任意の整列集合は順序位相を与えて位相空間にすることができる。順序位相に関して、この位相空間の元は次の二種類に分けることができる。

  • 孤立点: 最小元や直前の元を持つ元などはこちらの種類の点になる。
  • 集積点: 有限整列集合ではこの種類の元は存在できない。また、無限整列集合は集積点を持つことも持たないこともある。集積点を持たない無限整列集合(たとえば テンプレート:Mathbf)は順序型 ω を持つ。

また、この位相空間の部分集合については以下のように区別できる。

  • 最大元を持つ部分集合(つまり、それ自身で有界な集合)。このような部分集合の最大元は、全体集合の孤立点となる場合も集積点となる場合もある。

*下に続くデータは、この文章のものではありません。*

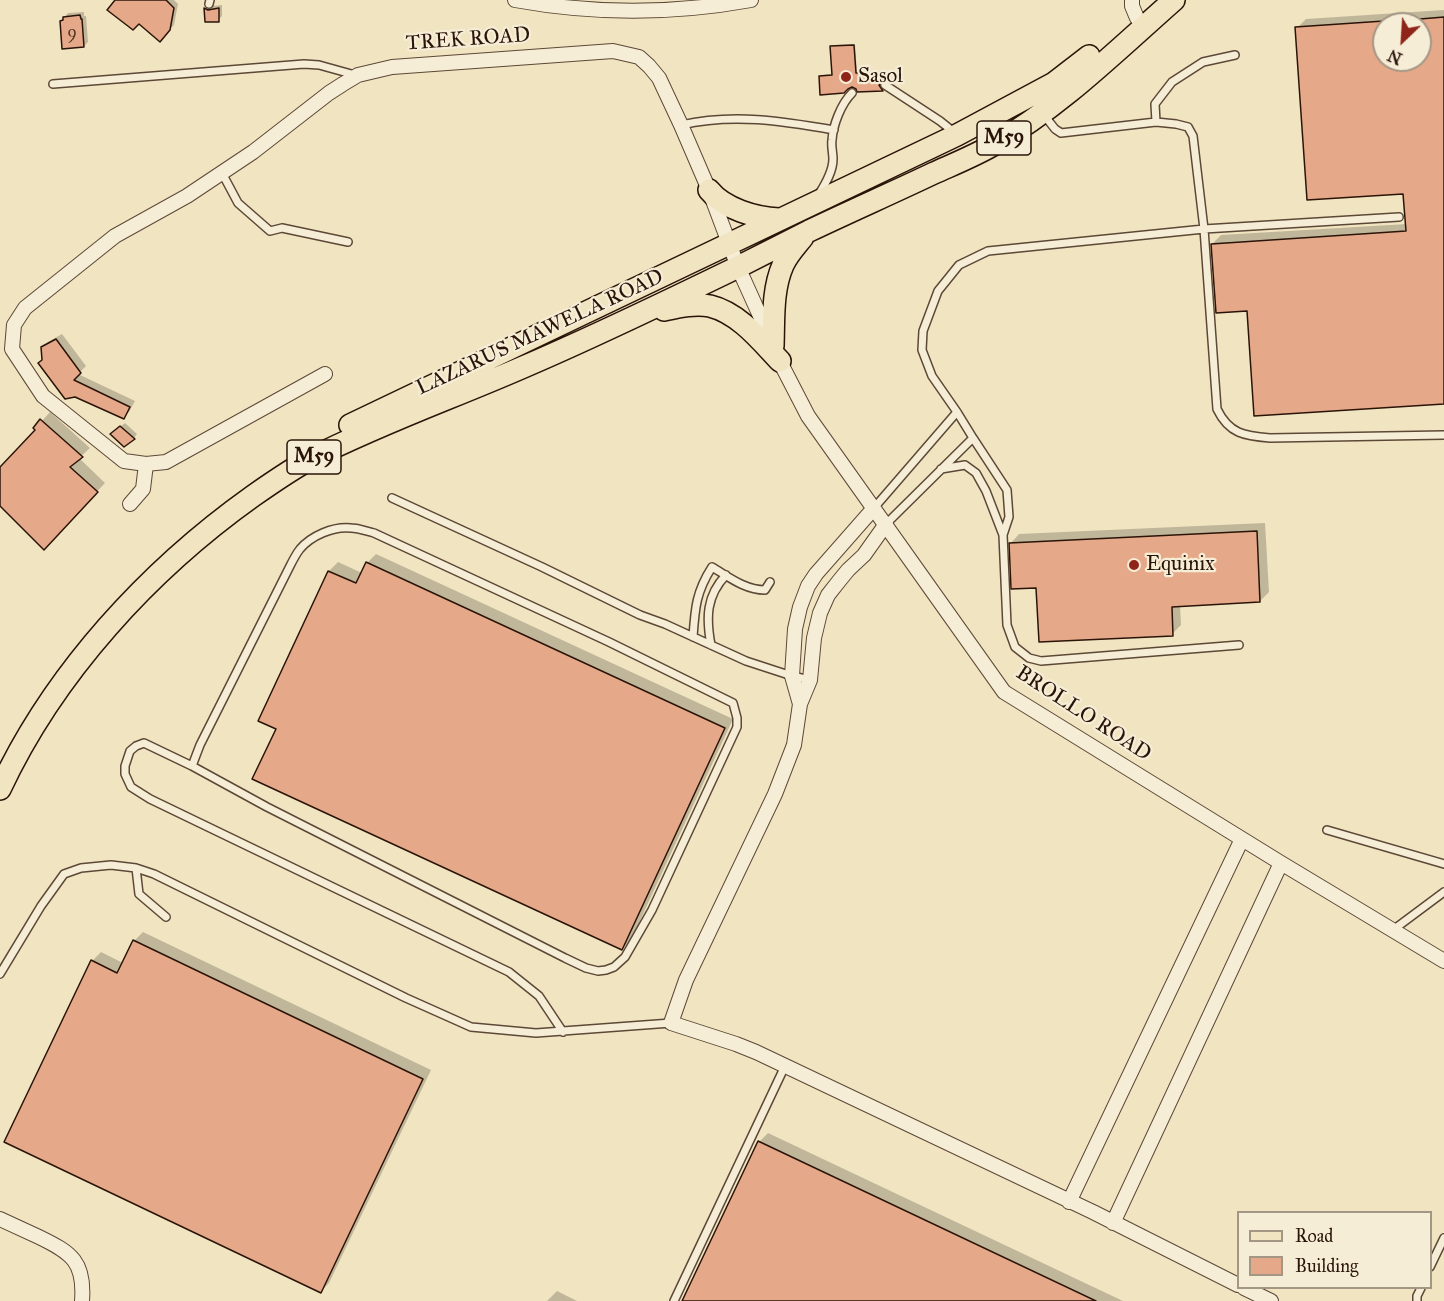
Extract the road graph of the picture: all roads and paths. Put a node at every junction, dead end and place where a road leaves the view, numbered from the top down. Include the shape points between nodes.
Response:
1 (514, 0) edge
2 (751, 0) edge
3 (1156, 0) edge
4 (1174, 0) edge
5 (1134, 9) edge
6 (1235, 56) dead end
7 (358, 75) junction
8 (53, 84) dead end
9 (885, 85) dead end
10 (852, 93) dead end
11 (1035, 105) junction
12 (1156, 122) junction
13 (681, 125) junction
14 (834, 130) junction
15 (957, 135) junction
16 (222, 173) junction
17 (709, 190) junction
18 (812, 204) junction
19 (1399, 217) dead end
20 (779, 219) junction
21 (1204, 229) junction
22 (807, 232) junction
23 (348, 242) dead end
24 (728, 244) junction
25 (738, 267) junction
26 (627, 320) junction
27 (777, 354) junction
28 (325, 374) dead end
29 (957, 412) junction
30 (1444, 435) edge
31 (973, 438) junction
32 (146, 464) junction
33 (941, 470) junction
34 (392, 498) dead end
35 (130, 504) dead end
36 (874, 507) junction
37 (886, 524) junction
38 (1003, 535) junction
39 (726, 575) junction
40 (770, 582) dead end
41 (693, 637) junction
42 (711, 645) junction
43 (1239, 645) dead end
44 (792, 676) junction
45 (810, 680) junction
46 (800, 704) junction
47 (0, 762) edge
48 (192, 766) junction
49 (0, 789) edge
50 (1327, 830) dead end
51 (1242, 839) junction
52 (1281, 863) junction
53 (1444, 864) edge
54 (136, 868) junction
55 (1444, 892) edge
56 (166, 917) dead end
57 (1393, 930) junction
58 (1444, 961) edge
59 (0, 974) edge
60 (671, 1023) junction
61 (563, 1032) junction
62 (785, 1066) junction
63 (1069, 1202) junction
64 (0, 1220) edge
65 (1113, 1223) junction
66 (1444, 1238) edge
67 (1432, 1264) edge
68 (1237, 1284) edge
69 (1248, 1289) edge
70 (82, 1301) edge
71 (674, 1301) edge
72 (1271, 1301) edge

1 - 2 street via 641,10
3 - 5 main road, LAZARUS MAWELA ROAD / M59
4 - 11 main road, LAZARUS MAWELA ROAD / M59 via 1075,86
5 - 11 main road, LAZARUS MAWELA ROAD / M59
6 - 12 lane via 1203,62 1172,82 1155,104
7 - 8 lane via 304,64
7 - 13 street, TREK ROAD via 392,67 613,51 639,57 650,66
7 - 16 street, TREK ROAD
9 - 15 lane
10 - 14 lane
11 - 12 lane via 1061,133
11 - 15 main road, LAZARUS MAWELA ROAD / M59
11 - 22 main road, LAZARUS MAWELA ROAD / M59 via 1010,135 979,153
12 - 21 lane via 1188,128 1193,136
13 - 14 lane via 749,118
13 - 17 street, TREK ROAD
14 - 18 lane via 830,174
15 - 18 main road, LAZARUS MAWELA ROAD / M59
16 - 23 lane via 238,203 270,231 282,228
16 - 32 street, TREK ROAD via 115,236 25,308 14,325 12,349 43,396 124,461
17 - 20 main road via 715,198 747,213
17 - 24 street, TREK ROAD
18 - 20 main road, LAZARUS MAWELA ROAD / M59
19 - 21 lane
20 - 24 main road, LAZARUS MAWELA ROAD / M59
21 - 29 lane via 988,251 959,265 938,291 923,331 922,350 932,376
21 - 30 lane via 1217,409 1222,420 1236,432 1270,438
22 - 25 main road, M59
22 - 27 main road via 783,264 778,280
24 - 25 street, TREK ROAD
24 - 47 main road, LAZARUS MAWELA ROAD / M59 via 351,424 267,472 197,523 128,588 81,641 30,709
25 - 26 main road, LAZARUS MAWELA ROAD / M59
25 - 27 street, BROLLO ROAD
26 - 27 main road via 678,307 709,306 745,325
26 - 49 main road, LAZARUS MAWELA ROAD / M59 via 340,444 279,478 230,512 165,567 107,628 44,710
27 - 36 street, BROLLO ROAD via 808,416
28 - 32 street via 166,462
29 - 31 lane
29 - 36 lane
31 - 33 lane
31 - 38 lane via 1007,490 1009,517
32 - 35 street via 143,489
33 - 37 lane
33 - 38 lane via 964,465 976,473
34 - 41 lane
36 - 37 street, BROLLO ROAD
36 - 44 street via 808,586 795,629
37 - 45 street via 828,595 817,626
37 - 51 street, BROLLO ROAD via 1004,693
38 - 43 lane via 1007,625 1015,647 1029,658 1041,661
39 - 40 lane via 754,590 765,590
39 - 41 lane via 712,567 700,587
39 - 42 lane via 718,583 708,609
41 - 42 lane
42 - 44 lane
44 - 45 lane
44 - 46 street
45 - 46 street
46 - 60 street via 794,745 784,772 686,980
48 - 48 lane via 300,549 328,531 349,527 374,533 722,697 733,703 737,718 737,727 652,910 625,957 614,967 598,971 565,958
48 - 61 lane via 144,743 130,751 125,774 131,787 150,799 509,972 539,996
50 - 53 lane
51 - 52 street, BROLLO ROAD
51 - 63 street
52 - 57 street, BROLLO ROAD
52 - 65 street
54 - 56 lane via 139,894
54 - 59 lane via 111,865 64,874
54 - 61 lane via 471,1027
55 - 57 lane
57 - 58 street, BROLLO ROAD
60 - 61 lane
60 - 62 street via 736,1044
62 - 63 street
62 - 71 lane
63 - 65 street
64 - 70 street via 71,1256 82,1275
65 - 68 street
66 - 67 lane
69 - 72 street

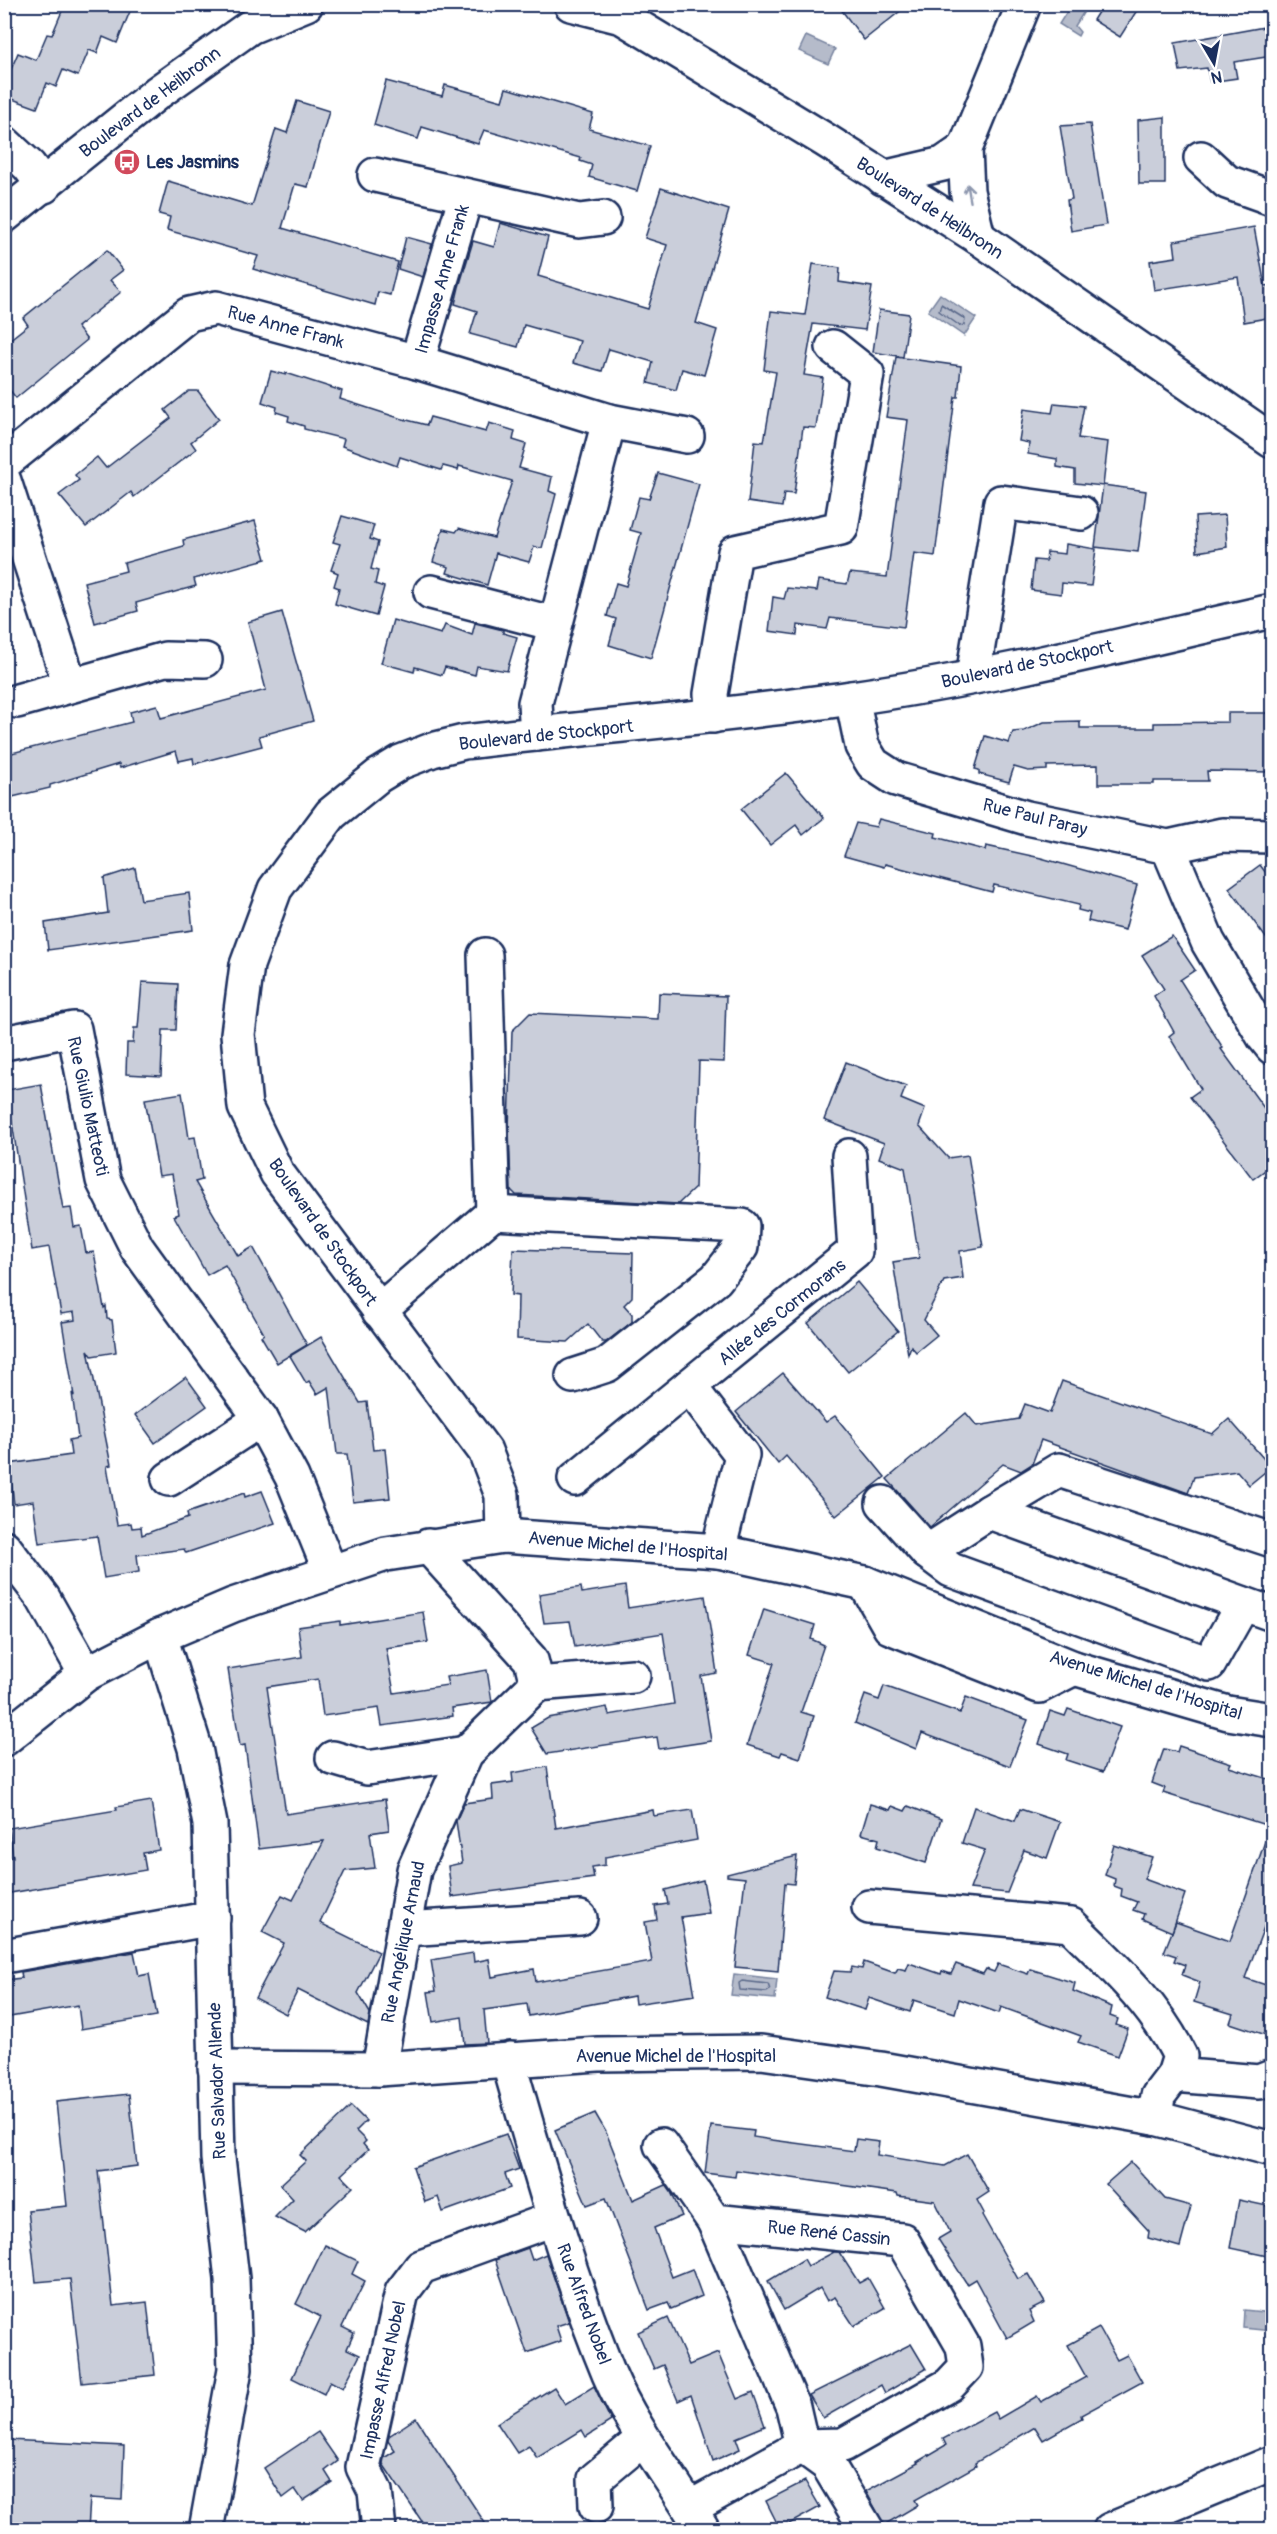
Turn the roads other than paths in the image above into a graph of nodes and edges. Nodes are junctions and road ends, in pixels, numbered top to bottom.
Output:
1 (306, 4) edge
2 (571, 4) edge
3 (1024, 4) edge
4 (615, 11) edge
5 (255, 16) edge
6 (4, 142) edge
7 (965, 149) junction
8 (1201, 158) dead end
9 (375, 175) dead end
10 (883, 178) junction
11 (44, 186) junction
12 (466, 196) junction
13 (1272, 198) edge
14 (4, 216) edge
15 (603, 218) dead end
16 (978, 237) junction
17 (833, 347) dead end
18 (417, 362) junction
19 (609, 421) junction
20 (687, 436) dead end
21 (1272, 441) edge
22 (4, 463) edge
23 (4, 481) edge
24 (1081, 513) dead end
25 (431, 592) dead end
26 (1272, 611) edge
27 (555, 624) junction
28 (205, 660) dead end
29 (973, 677) junction
30 (70, 686) junction
31 (852, 698) junction
32 (17, 701) dead end
33 (713, 716) junction
34 (537, 734) junction
35 (1272, 836) edge
36 (1168, 847) junction
37 (485, 955) dead end
38 (4, 1043) edge
39 (1272, 1047) edge
40 (849, 1156) dead end
41 (493, 1213) junction
42 (380, 1311) junction
43 (573, 1376) dead end
44 (689, 1386) junction
45 (261, 1419) junction
46 (169, 1479) dead end
47 (575, 1479) dead end
48 (883, 1503) dead end
49 (989, 1512) junction
50 (503, 1536) junction
51 (1272, 1540) edge
52 (4, 1546) edge
53 (428, 1546) junction
54 (718, 1551) junction
55 (927, 1552) junction
56 (330, 1570) junction
57 (1258, 1609) edge
58 (160, 1636) junction
59 (1209, 1664) junction
60 (86, 1674) junction
61 (633, 1676) dead end
62 (537, 1684) junction
63 (1194, 1703) junction
64 (1272, 1720) edge
65 (4, 1739) edge
66 (466, 1753) junction
67 (333, 1758) dead end
68 (869, 1907) dead end
69 (213, 1918) junction
70 (580, 1918) dead end
71 (404, 1929) junction
72 (4, 1956) edge
73 (511, 2059) junction
74 (215, 2068) junction
75 (379, 2069) junction
76 (1174, 2075) junction
77 (1272, 2077) edge
78 (1155, 2118) junction
79 (661, 2145) dead end
80 (1272, 2149) edge
81 (554, 2218) junction
82 (714, 2221) junction
83 (643, 2439) junction
84 (802, 2446) junction
85 (1272, 2463) edge
86 (596, 2506) dead end
87 (697, 2519) edge
88 (206, 2529) edge
89 (379, 2529) edge
90 (867, 2529) edge
91 (1110, 2529) edge

1 - 5 street, Boulevard de Heilbronn
2 - 4 street, Boulevard de Heilbronn
3 - 7 street
4 - 10 street, Boulevard de Heilbronn
5 - 11 street, Boulevard de Heilbronn
6 - 11 street
7 - 10 street
16 -> 7 street
8 - 13 street
9 - 12 street, Impasse Anne Frank
10 - 16 street, Boulevard de Heilbronn
11 - 14 street, Boulevard de Heilbronn
12 - 15 street, Impasse Anne Frank
12 - 18 street, Impasse Anne Frank
16 - 21 street, Boulevard de Heilbronn
17 - 33 street
18 - 19 street, Rue Anne Frank
18 - 22 street, Rue Anne Frank
19 - 20 street, Rue Anne Frank
19 - 27 street
23 - 30 street
24 - 29 street
25 - 27 street
26 - 29 street, Boulevard de Stockport
27 - 34 street
28 - 30 street
29 - 31 street, Boulevard de Stockport
30 - 32 street
31 - 33 street, Boulevard de Stockport
31 - 36 street, Rue Paul Paray
33 - 34 street, Boulevard de Stockport
34 - 42 street, Boulevard de Stockport
35 - 36 street, Rue Paul Paray
36 - 39 street
37 - 41 street
38 - 45 street, Rue Giulio Matteoti
40 - 44 street, Allée des Cormorans
41 - 42 street
41 - 43 street
42 - 50 street, Boulevard de Stockport
44 - 47 street, Allée des Cormorans
44 - 54 street
45 - 46 street
45 - 56 street, Rue Giulio Matteoti
48 - 55 street
49 - 51 street
49 - 55 street
49 - 57 street
50 - 53 street, Avenue Michel de l'Hospital
50 - 54 street, Avenue Michel de l'Hospital
52 - 60 street
53 - 56 street, Avenue Michel de l'Hospital
53 - 62 street
54 - 63 street, Avenue Michel de l'Hospital
55 - 59 street
56 - 58 street, Avenue Michel de l'Hospital
57 - 59 street
58 - 60 street, Avenue Michel de l'Hospital
58 - 69 street, Rue Salvador Allende
59 - 63 street
60 - 65 street, Avenue Michel de l'Hospital
61 - 62 street
62 - 66 street, Rue Angélique Arnaud
63 - 64 street, Avenue Michel de l'Hospital
66 - 67 street
66 - 71 street, Rue Angélique Arnaud
68 - 76 street
69 - 72 street
69 - 74 street, Rue Salvador Allende
70 - 71 street
71 - 75 street, Rue Angélique Arnaud
73 - 75 street, Avenue Michel de l'Hospital
73 - 78 street, Avenue Michel de l'Hospital
73 - 81 street, Rue Alfred Nobel
74 - 75 street, Avenue Michel de l'Hospital
74 - 88 street, Rue Salvador Allende
76 - 77 street
76 - 78 street
78 - 80 street, Avenue Michel de l'Hospital
79 - 82 street
81 - 83 street, Rue Alfred Nobel
81 - 89 street, Impasse Alfred Nobel
82 - 84 street
82 - 84 street, Rue René Cassin
83 - 86 street
83 - 87 street, Rue Alfred Nobel
84 - 87 street, Rue René Cassin
84 - 90 street
85 - 91 street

後者の場合に、それがその部分集合の集積点であるかどうかは場合による。
  • それ自身は有界ではないが、全体集合の中では有界な部分集合。このような部分集合は最大元を持たないが、部分集合に属さない上限を持つ。この部分集合が空でないならば、この上限はこの部分集合の集積点であり、したがって全体集合の集積点でもある。一方、空集合の場合は上限は全体集合における最小元である。
  • 全体集合においても有界でない部分集合。

部分集合が共終 (cofinal) であるための必要十分条件は、それが全体集合の中で有界でないか、それが全体集合の中でも最大元となるような最大元をもつことである。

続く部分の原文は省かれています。